> _Work to be completed_
Find and copy each line in the material below where the string "node" occurs.

Start of Data records

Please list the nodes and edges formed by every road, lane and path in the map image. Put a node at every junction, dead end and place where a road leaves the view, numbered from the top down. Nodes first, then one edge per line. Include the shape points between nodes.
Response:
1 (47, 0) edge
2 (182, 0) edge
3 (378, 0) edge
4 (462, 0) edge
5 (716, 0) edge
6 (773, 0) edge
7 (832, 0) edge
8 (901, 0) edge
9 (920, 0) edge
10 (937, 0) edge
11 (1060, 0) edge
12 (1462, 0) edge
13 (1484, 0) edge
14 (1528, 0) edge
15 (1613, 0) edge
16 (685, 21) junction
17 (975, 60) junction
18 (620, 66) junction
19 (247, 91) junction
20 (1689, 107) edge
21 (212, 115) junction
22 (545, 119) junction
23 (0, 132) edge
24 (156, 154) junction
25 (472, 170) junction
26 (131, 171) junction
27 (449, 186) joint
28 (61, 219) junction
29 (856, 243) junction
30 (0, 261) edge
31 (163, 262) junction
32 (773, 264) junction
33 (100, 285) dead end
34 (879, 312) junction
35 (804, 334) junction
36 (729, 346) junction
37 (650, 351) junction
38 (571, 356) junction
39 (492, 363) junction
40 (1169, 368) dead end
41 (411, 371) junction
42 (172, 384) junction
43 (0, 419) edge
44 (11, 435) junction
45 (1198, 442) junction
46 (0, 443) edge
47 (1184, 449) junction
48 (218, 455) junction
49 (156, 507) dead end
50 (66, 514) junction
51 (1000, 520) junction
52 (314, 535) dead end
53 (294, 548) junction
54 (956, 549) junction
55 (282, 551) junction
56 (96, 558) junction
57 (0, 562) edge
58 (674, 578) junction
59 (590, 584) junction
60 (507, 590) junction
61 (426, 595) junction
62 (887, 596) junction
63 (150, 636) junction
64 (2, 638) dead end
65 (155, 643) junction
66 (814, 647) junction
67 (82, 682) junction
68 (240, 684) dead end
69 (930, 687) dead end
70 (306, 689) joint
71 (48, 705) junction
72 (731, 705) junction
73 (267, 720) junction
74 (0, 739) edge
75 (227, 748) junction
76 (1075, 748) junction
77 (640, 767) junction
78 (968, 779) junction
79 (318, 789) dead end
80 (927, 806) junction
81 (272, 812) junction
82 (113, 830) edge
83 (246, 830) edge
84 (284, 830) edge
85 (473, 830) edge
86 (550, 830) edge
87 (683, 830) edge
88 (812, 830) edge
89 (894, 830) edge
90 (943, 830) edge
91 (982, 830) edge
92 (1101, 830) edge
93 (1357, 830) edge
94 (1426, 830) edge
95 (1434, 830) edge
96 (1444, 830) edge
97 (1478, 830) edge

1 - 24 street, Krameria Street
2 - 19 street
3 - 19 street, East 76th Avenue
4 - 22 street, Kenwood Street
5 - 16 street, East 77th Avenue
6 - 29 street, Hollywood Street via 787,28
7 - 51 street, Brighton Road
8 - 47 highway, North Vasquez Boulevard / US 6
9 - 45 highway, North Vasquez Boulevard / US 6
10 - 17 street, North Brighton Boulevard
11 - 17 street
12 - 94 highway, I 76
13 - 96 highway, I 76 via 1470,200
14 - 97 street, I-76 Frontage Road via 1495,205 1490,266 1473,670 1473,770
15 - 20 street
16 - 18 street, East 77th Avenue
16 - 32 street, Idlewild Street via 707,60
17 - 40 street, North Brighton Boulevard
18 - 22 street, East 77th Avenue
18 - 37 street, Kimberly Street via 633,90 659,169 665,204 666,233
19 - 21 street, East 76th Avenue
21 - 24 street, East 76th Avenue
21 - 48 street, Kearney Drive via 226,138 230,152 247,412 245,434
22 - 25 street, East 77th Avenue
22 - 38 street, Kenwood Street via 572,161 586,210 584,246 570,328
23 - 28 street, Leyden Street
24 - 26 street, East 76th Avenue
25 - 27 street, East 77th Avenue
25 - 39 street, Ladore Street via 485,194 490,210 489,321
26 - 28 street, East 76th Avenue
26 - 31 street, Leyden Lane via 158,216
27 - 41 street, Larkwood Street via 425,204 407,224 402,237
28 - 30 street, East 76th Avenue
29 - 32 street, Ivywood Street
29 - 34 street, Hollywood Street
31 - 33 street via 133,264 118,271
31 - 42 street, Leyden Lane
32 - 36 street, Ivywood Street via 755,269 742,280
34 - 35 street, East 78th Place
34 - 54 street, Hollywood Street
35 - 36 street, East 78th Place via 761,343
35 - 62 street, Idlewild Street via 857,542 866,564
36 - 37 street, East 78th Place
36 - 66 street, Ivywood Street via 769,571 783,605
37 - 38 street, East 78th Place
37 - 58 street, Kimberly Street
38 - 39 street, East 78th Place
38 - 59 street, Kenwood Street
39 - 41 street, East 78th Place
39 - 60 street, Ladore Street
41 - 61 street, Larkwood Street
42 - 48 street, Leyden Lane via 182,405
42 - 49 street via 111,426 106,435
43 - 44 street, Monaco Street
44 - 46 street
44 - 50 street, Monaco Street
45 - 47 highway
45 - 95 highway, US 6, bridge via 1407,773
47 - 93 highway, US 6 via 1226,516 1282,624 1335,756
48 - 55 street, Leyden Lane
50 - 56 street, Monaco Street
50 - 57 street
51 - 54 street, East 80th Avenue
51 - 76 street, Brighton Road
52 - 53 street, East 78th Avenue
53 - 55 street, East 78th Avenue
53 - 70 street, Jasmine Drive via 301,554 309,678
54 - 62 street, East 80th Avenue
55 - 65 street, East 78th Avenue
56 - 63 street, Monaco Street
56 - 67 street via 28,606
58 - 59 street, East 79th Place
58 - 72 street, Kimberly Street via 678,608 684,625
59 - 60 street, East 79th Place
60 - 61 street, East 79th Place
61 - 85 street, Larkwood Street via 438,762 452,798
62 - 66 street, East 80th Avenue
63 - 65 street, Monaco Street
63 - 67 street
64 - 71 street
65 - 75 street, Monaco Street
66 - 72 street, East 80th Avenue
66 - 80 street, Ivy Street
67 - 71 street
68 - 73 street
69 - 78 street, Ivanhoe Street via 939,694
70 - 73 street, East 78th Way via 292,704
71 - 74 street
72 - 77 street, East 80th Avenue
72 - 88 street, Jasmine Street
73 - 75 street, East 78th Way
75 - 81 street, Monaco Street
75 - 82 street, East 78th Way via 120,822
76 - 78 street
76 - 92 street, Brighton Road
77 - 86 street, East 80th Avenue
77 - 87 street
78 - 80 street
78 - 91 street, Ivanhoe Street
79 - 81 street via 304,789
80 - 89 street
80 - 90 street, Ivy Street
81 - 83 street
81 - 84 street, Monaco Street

End of Data records
Start of Data records

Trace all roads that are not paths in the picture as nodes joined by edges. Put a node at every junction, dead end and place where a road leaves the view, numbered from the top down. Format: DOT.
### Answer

End of Data records

> _Reply_
Please list the nodes and edges formed by every road, lane and path in the map image. Put a node at every junction, dead end and place where a road leaves the view, numbered from the top down. Nodes first, then one edge per line. Include the shape points between nodes.
Trace all roads that are not paths in the picture as nodes joined by edges. Put a node at every junction, dead end and place where a road leaves the view, numbered from the top down. Format: DOT.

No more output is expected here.